The electrodes disposed on the corresponding sides of the coin path, namely, the first and second sensor electrodes which detect a change in the inter-electrode capacitance generated during coin passage, and the first and second guard ring electrodes which prevent the dispersion of the electric lines of force generated by the first and second sensor electrodes apply across the coin path the electric lines of force due to a resonating output signal. When the coin passes between a pair of electrode assemblies, one assembly including the first sensor electrode and the first guard ring electrode, and the other assembly including the second sensor electrode and the second guard ring electrode, the static capacitance between the electrode assemblies changes to thereby change the resonating output voltage. This change follows a change in the thickness and/or pattern of the coin. Thus the thickness and/or pattern of the coin are detected by a voltage or waveform indicative of this change. If the change in the resonating output voltage signal is within a range of a predetermined reference voltage, the coin is confirmed to be within an allowable predetermined thickness condition. If an output waveform is generated which crosses a predetermined voltage level several times, the coin is considered to fluctuate within a predetermined thickness range and can be determined to "have a pattern". In this case, the electric lines of force from the sensor electrodes are focused into a beam by the guard ring electrodes, so that the thickness of the coin can be detected finely.
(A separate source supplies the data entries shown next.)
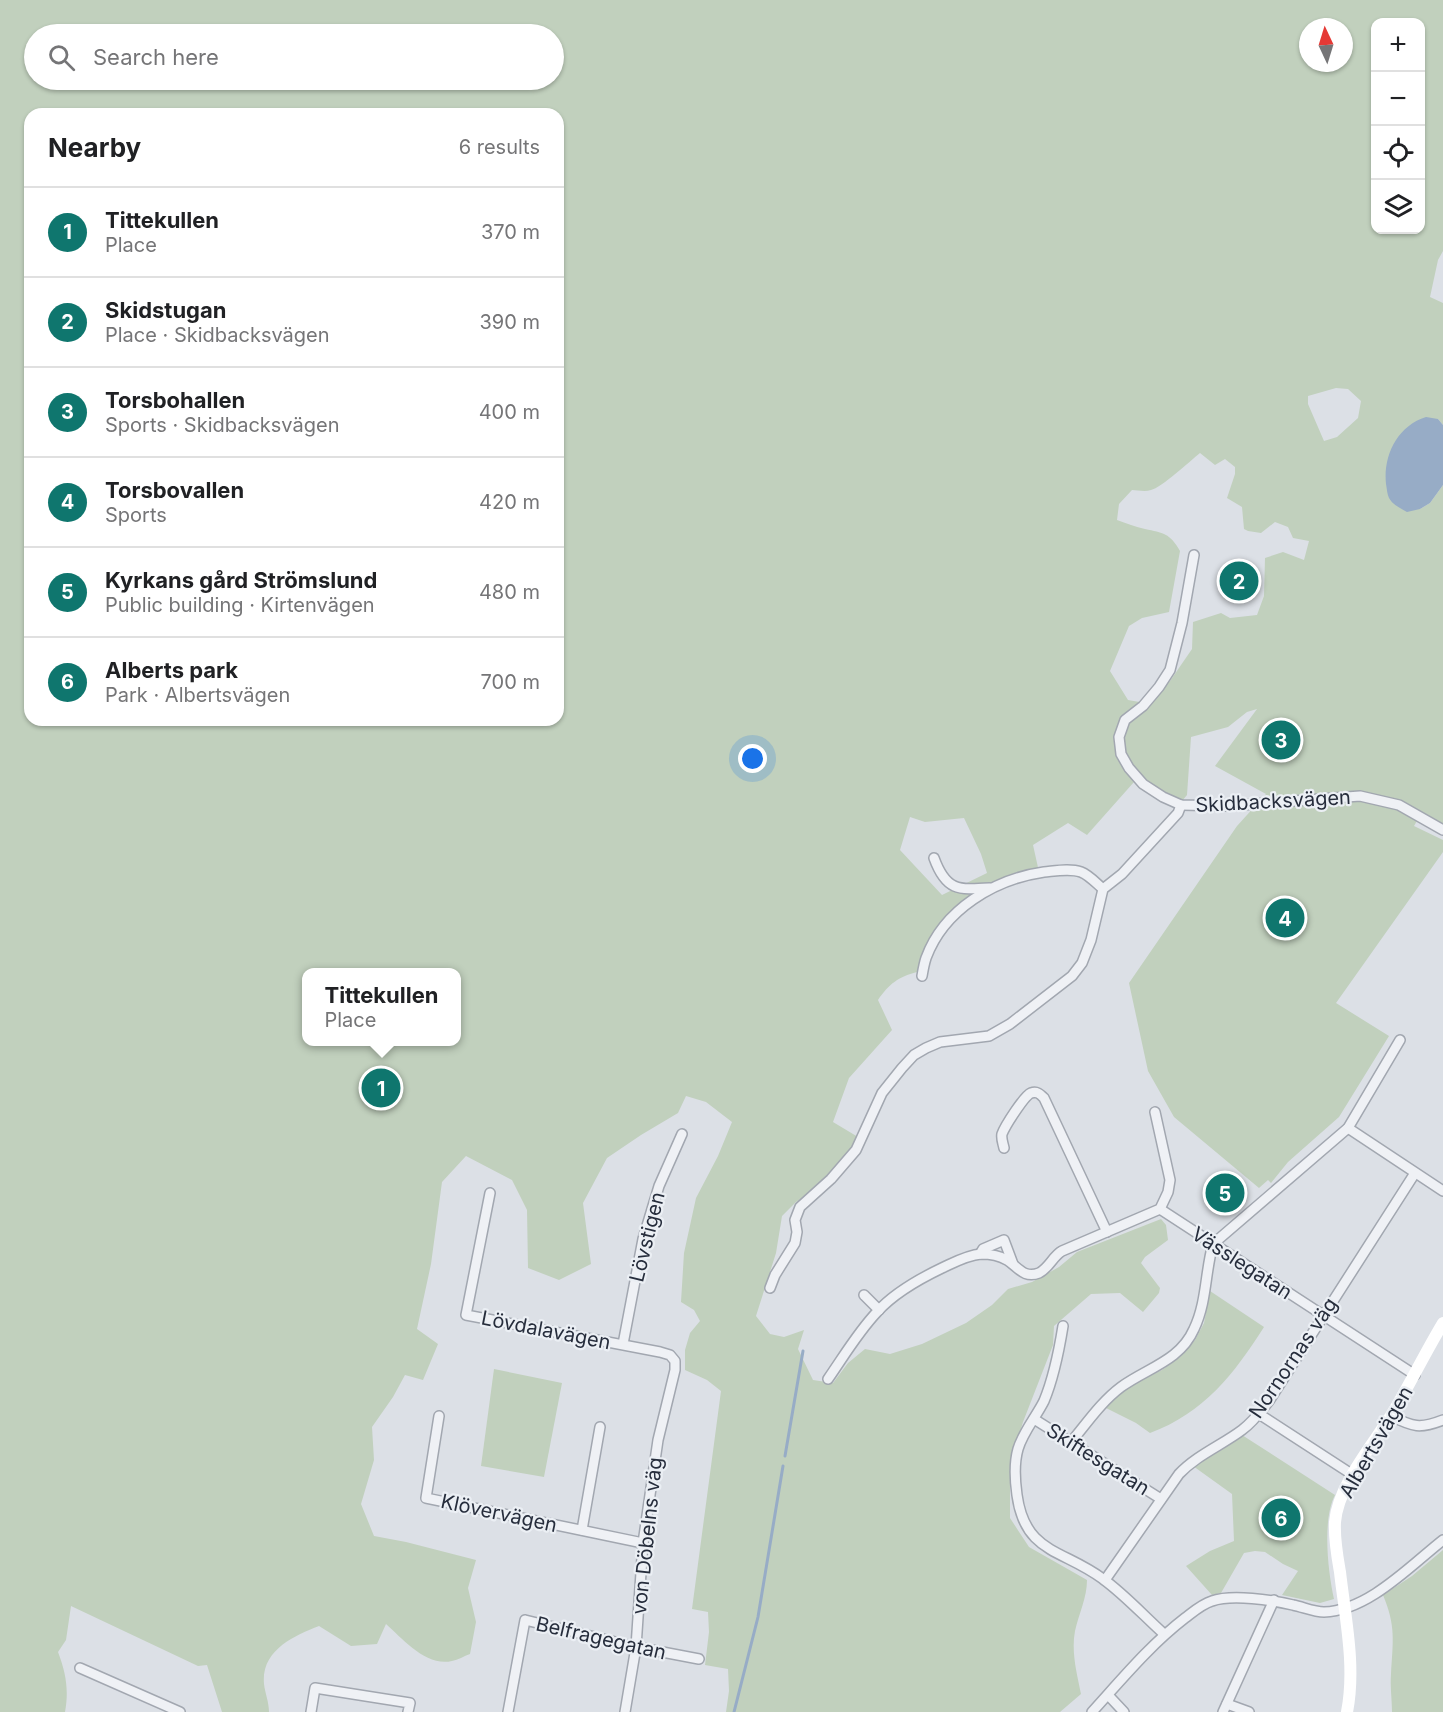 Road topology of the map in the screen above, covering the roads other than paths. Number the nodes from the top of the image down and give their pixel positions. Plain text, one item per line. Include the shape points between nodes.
1 (1194, 555) dead end
2 (1181, 805) junction
3 (1443, 830) edge
4 (934, 858) dead end
5 (993, 888) junction
6 (1103, 889) junction
7 (922, 976) dead end
8 (1400, 1040) dead end
9 (1155, 1112) dead end
10 (1348, 1128) junction
11 (682, 1134) dead end
12 (1004, 1148) dead end
13 (1416, 1173) junction
14 (1443, 1191) edge
15 (490, 1193) dead end
16 (1160, 1209) junction
17 (1107, 1232) junction
18 (1213, 1244) junction
19 (980, 1254) junction
20 (1013, 1264) junction
21 (770, 1288) dead end
22 (864, 1295) dead end
23 (879, 1310) junction
24 (1323, 1316) junction
25 (1443, 1323) edge
26 (1063, 1326) dead end
27 (623, 1344) junction
28 (675, 1360) joint
29 (1415, 1375) junction
30 (828, 1379) dead end
31 (1259, 1414) junction
32 (439, 1416) dead end
33 (1391, 1416) junction
34 (1035, 1419) junction
35 (1443, 1420) edge
36 (600, 1427) dead end
37 (1071, 1442) junction
38 (1353, 1475) junction
39 (1161, 1499) junction
40 (582, 1530) junction
41 (1443, 1540) edge
42 (643, 1543) junction
43 (1105, 1580) junction
44 (1274, 1600) junction
45 (1344, 1608) junction
46 (1164, 1634) junction
47 (636, 1647) junction
48 (699, 1659) dead end
49 (80, 1668) dead end
50 (1108, 1695) junction
51 (1225, 1708) edge
52 (180, 1712) edge
53 (311, 1712) edge
54 (408, 1712) edge
55 (508, 1712) edge
56 (625, 1712) edge
57 (1092, 1712) edge
58 (1124, 1712) edge
59 (1249, 1712) edge
60 (1347, 1712) edge

1 - 2 street, Skidbacksvägen via 1170,670 1143,706 1125,720 1119,737 1121,754 1143,784
2 - 3 street, Skidbacksvägen via 1227,806 1360,796 1399,805
2 - 6 street via 1178,813
4 - 5 street via 949,885 962,889
5 - 6 street via 1025,875 1072,871 1082,872
5 - 7 street via 952,917 936,936
6 - 21 street via 1091,940 1082,963 1071,976 1010,1024 988,1036 940,1042 914,1055 902,1068 882,1093 856,1150 800,1207 795,1220 795,1243
8 - 10 street
9 - 16 street via 1170,1180
10 - 13 street
10 - 18 street
11 - 27 street, Lövstigen via 659,1186 643,1239
12 - 17 street via 1006,1126 1028,1095 1039,1093
13 - 14 street
13 - 24 street, Nornornas väg
15 - 27 street, Lövdalavägen via 466,1315
16 - 17 street
16 - 18 street, Vässlegatan
17 - 20 street via 1057,1254 1038,1273 1025,1274
18 - 24 street, Vässlegatan
18 - 37 street via 1199,1316 1189,1338 1168,1360 1113,1393
19 - 20 street
19 - 20 street via 1004,1240
19 - 23 street via 935,1271
22 - 23 street
23 - 30 street
24 - 29 street, Vässlegatan
24 - 31 street, Nornornas väg
25 - 29 street, Albertsvägen
26 - 34 street via 1047,1393
27 - 28 street, Lövdalavägen via 670,1355
28 - 42 street, von Döbelns väg
29 - 33 street, Albertsvägen
31 - 38 street
31 - 39 street, Nornornas väg via 1242,1430 1186,1465
32 - 40 street, Klövervägen via 426,1498
33 - 35 street via 1419,1427
33 - 38 street, Albertsvägen
34 - 37 street, Skiftesgatan
34 - 43 street via 1018,1450 1016,1489 1023,1522 1042,1545
36 - 40 street, Klövervägen
37 - 39 street, Skiftesgatan
38 - 45 street, Albertsvägen via 1335,1521
39 - 43 street, Nornornas väg
40 - 42 street, Klövervägen
41 - 45 street via 1387,1586
42 - 47 street, von Döbelns väg
43 - 46 street
44 - 45 street via 1322,1612
44 - 46 street via 1212,1601
44 - 51 street
45 - 60 street, Albertsvägen via 1350,1674
46 - 50 street
47 - 48 street, Belfragegatan
47 - 55 street, Belfragegatan via 525,1620
47 - 56 street, von Döbelns väg
49 - 52 street
50 - 57 street
50 - 58 street
51 - 59 street
53 - 54 street via 315,1688 410,1703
As just described above, according to the present invention, the arrangement is such that the thickness and/or pattern of a coin is detected using a change in the static capacitance on the pair of electrode assemblies, and the magnitude of a change of and the waveform of the resonating voltage due to the change in the static capacitance. Therefore, the thickness and/or pattern of the coin is discerned with high reliability.

BRIEF DESCRIPTION OF THE DRAWINGS

FIG. 1 is a circuit diagram of one embodiment of the present invention.

FIG. 2 illustrates the structure of a pair of opposite electrode assemblies;

FIG. 3 is a waveform for illustrating a change in the resonating output waveform;

FIG. 4 is a waveform illustrating the detection of the thickness of a coin;

FIG. 5 illustrates the relationship between the thickness and capacitance of a coin;

FIGS. 6 and 7 each are a waveform explaining the detection of a coin pattern;

FIG. 8 is a waveform illustrating a process for setting variable reference voltage to detect the thickness and pattern of a coin;

FIG. 9 is a waveform illustrating another process for detecting a pattern;

FIG. 10 is a circuit diagram of another embodiment of the present invention; and

FIG. 11 illustrates the positional relationship between an electrode and a coin in FIG. 10.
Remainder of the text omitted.